The emergence of huge software parks has not just changed the landscape of Indian cities, but has created a new genre of demand for overseas architects as well. 

Such as Singapore-based Architects Team 3, which has designed the largest facility of Hexaware to come up in Chennai -- over 1 million sq ft spanning 27 acres at an investment of Rs 350 crore. 

This facility, which is expected to be completed in three phases, will house 9,000 software professionals. Its construction will add to the list of the few green buildings in the country. 

Green buildings are those designed and built for the efficient use and harvesting of energy and water resources, and for better waste management, to make for a better world. 

Tay Hui Tiong, director, Architects Team 3, says his company now plans to open offices in Mumbai, Delhi and Kolkata. Currently, there are a dozen-odd people working for Architects Team 3 in Chennai and Bangalore.  

Tiong says Architects Team 3 has been working in the country along with Ascendas, the business space provider, for the last two years. 

"Prior to setting up a base here, we were working out of Singapore," he says, when the need to operate in India was felt. However, the core team of six people who design the constructions are still based in the company's Singapore office. 

It's clear that these overseas architects sense a huge opportunity in India's construction boom on the commercial front driven by IT and ITES companies. 

Architects Team 3 had worked along with Ascendas flagship software park, International Tech Park in Whitefield at Bangalore. 

ITPL has a total built-space of 2 million sq ft. The company has also provided its expertise to the International Tech Park in Chennai, of which the 5 lakh sq ft phase one has been completed. 
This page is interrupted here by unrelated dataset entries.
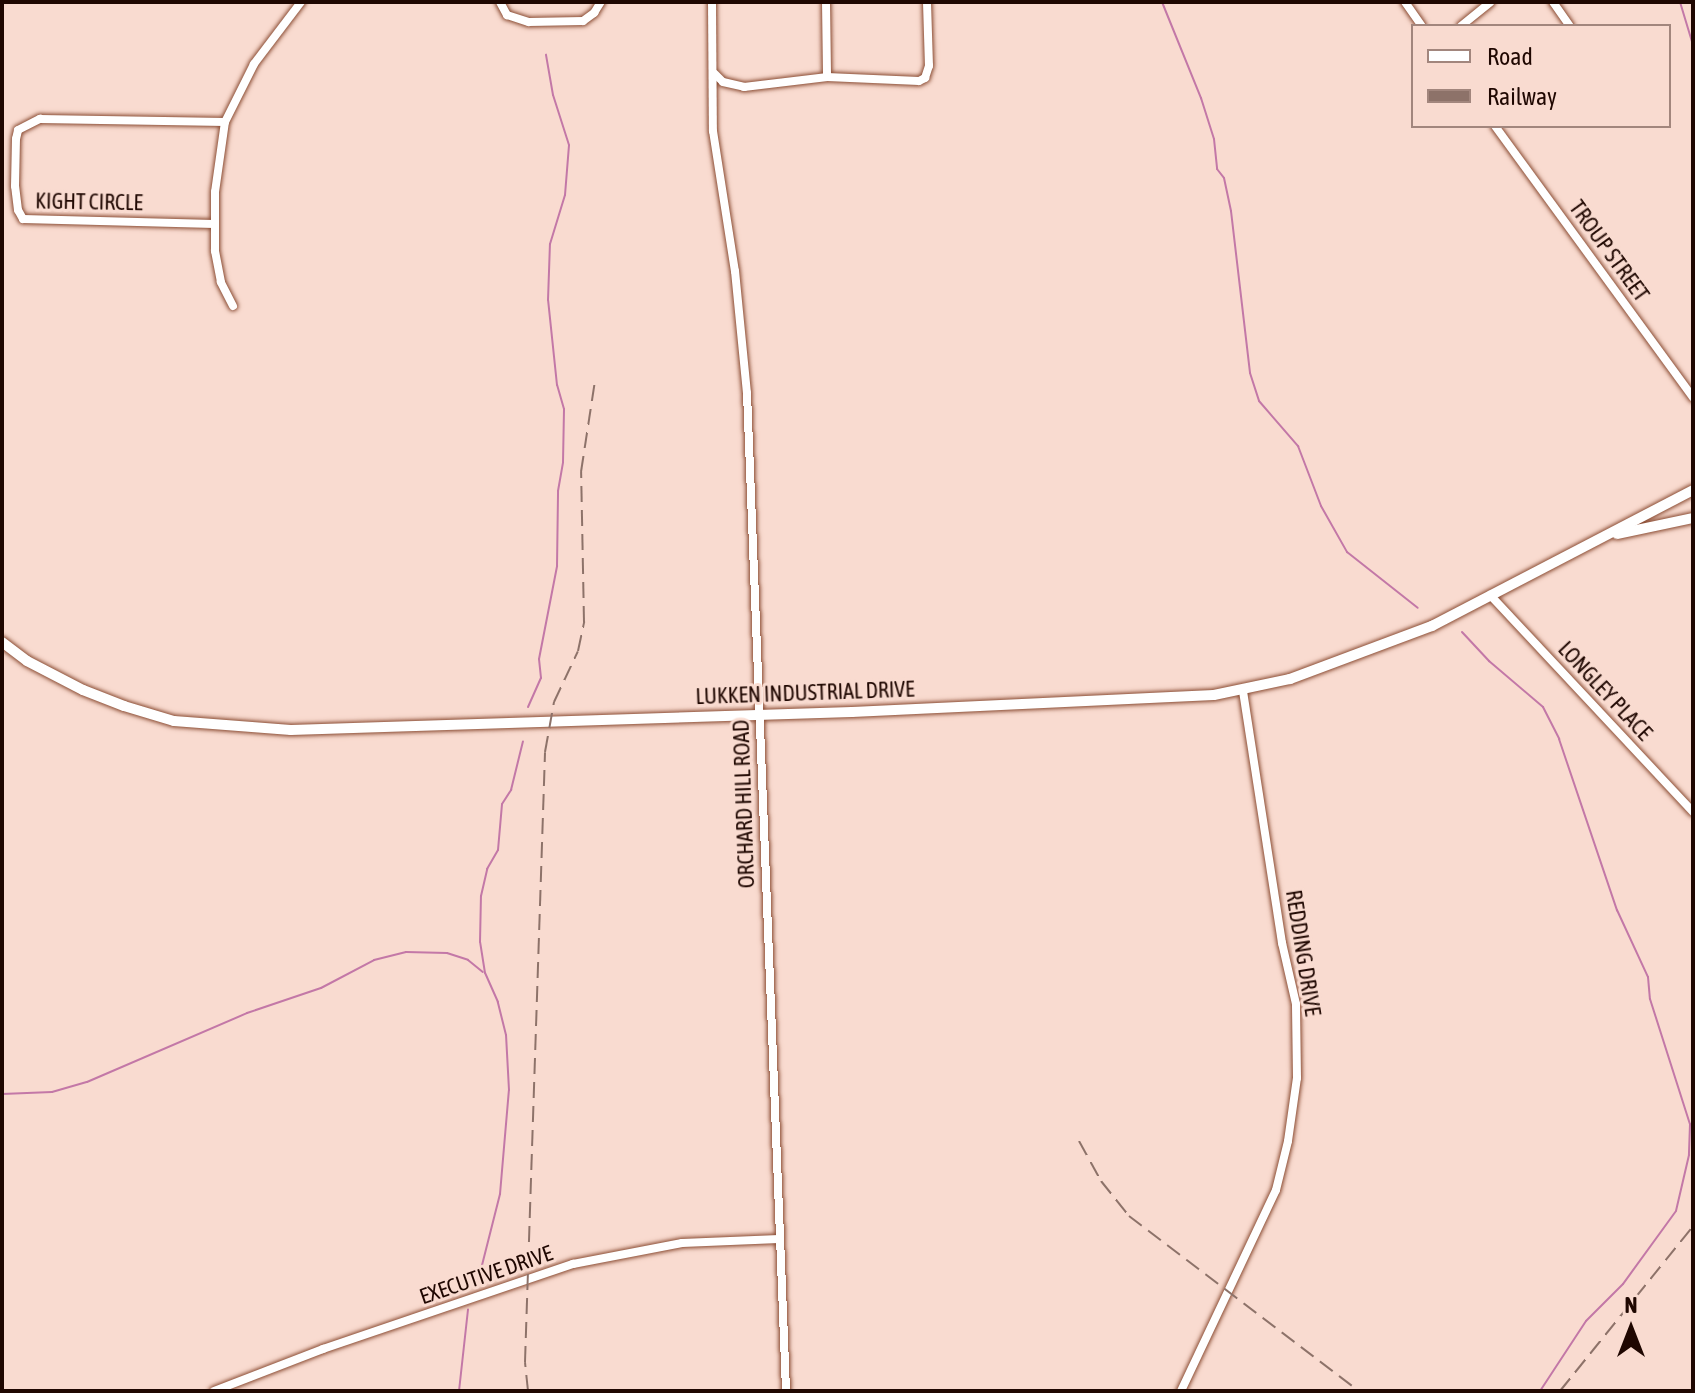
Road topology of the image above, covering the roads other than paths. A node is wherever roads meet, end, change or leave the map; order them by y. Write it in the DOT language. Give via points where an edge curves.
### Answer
graph roads {
  1 [pos="301,2"];
  2 [pos="500,2"];
  3 [pos="601,2"];
  4 [pos="712,2"];
  5 [pos="826,2"];
  6 [pos="927,2"];
  7 [pos="1405,2"];
  8 [pos="1491,2"];
  9 [pos="1553,2"];
  10 [pos="1421,24"];
  11 [pos="1464,24"];
  12 [pos="1569,24"];
  13 [pos="715,74"];
  14 [pos="827,77"];
  15 [pos="225,122"];
  16 [pos="1496,128"];
  17 [pos="214,224"];
  18 [pos="233,306"];
  19 [pos="1693,398"];
  20 [pos="1693,490"];
  21 [pos="1693,518"];
  22 [pos="1596,540"];
  23 [pos="1490,595"];
  24 [pos="2,642"];
  25 [pos="1243,691"];
  26 [pos="759,715"];
  27 [pos="1693,812"];
  28 [pos="779,1239"];
  29 [pos="214,1391"];
  30 [pos="786,1391"];
  31 [pos="1181,1391"];
  1 -- 15 [label="street" via="254,64"];
  2 -- 3 [label="street" via="507,15 529,22 583,21"];
  4 -- 13 [label="street, ORCHARD HILL ROAD"];
  5 -- 14 [label="street"];
  6 -- 14 [label="street" via="925,78"];
  7 -- 10 [label="street"];
  8 -- 11 [label="street"];
  9 -- 12 [label="street"];
  13 -- 14 [label="street" via="723,82 744,87"];
  13 -- 26 [label="street, ORCHARD HILL ROAD" via="713,131 747,393"];
  15 -- 17 [label="street"];
  15 -- 17 [label="street, KIGHT CIRCLE" via="40,119 18,130 16,139 15,186 23,219"];
  16 -- 19 [label="street, TROUP STREET"];
  17 -- 18 [label="street" via="221,282"];
  20 -- 22 [label="main road"];
  21 -- 22 [label="main road"];
  22 -- 23 [label="main road, LUKKEN INDUSTRIAL DRIVE"];
  23 -- 25 [label="main road, LUKKEN INDUSTRIAL DRIVE" via="1432,626"];
  23 -- 27 [label="street, LONGLEY PLACE"];
  24 -- 26 [label="main road, LUKKEN INDUSTRIAL DRIVE" via="27,661 94,694 174,721 215,726 291,730"];
  25 -- 26 [label="main road, LUKKEN INDUSTRIAL DRIVE"];
  25 -- 31 [label="street, REDDING DRIVE" via="1296,1004 1297,1078 1276,1190"];
  26 -- 28 [label="street, ORCHARD HILL ROAD"];
  28 -- 29 [label="street, EXECUTIVE DRIVE" via="682,1243 573,1264"];
  28 -- 30 [label="street, ORCHARD HILL ROAD"];
}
Ascendas, also a Singapore-based company, has to its credit 4 million sq ft built space in India, and is developing a tech park in Kolkata at an investment of $150 million, and another project in Pune. 

The variety of experience and expertise in designing mega structures has been the cutting edge of overseas architects, and the reason Indian architects lose out on similar opportunities. 

Tiong says it has been profitable to take up work in India as the volumes of projects make up for the lower exchange rates as compared to projects in Singapore. 

Ask Tiong about India's limitations, and he says that it takes time to make local employees focus on the importance of on-time delivery and quality.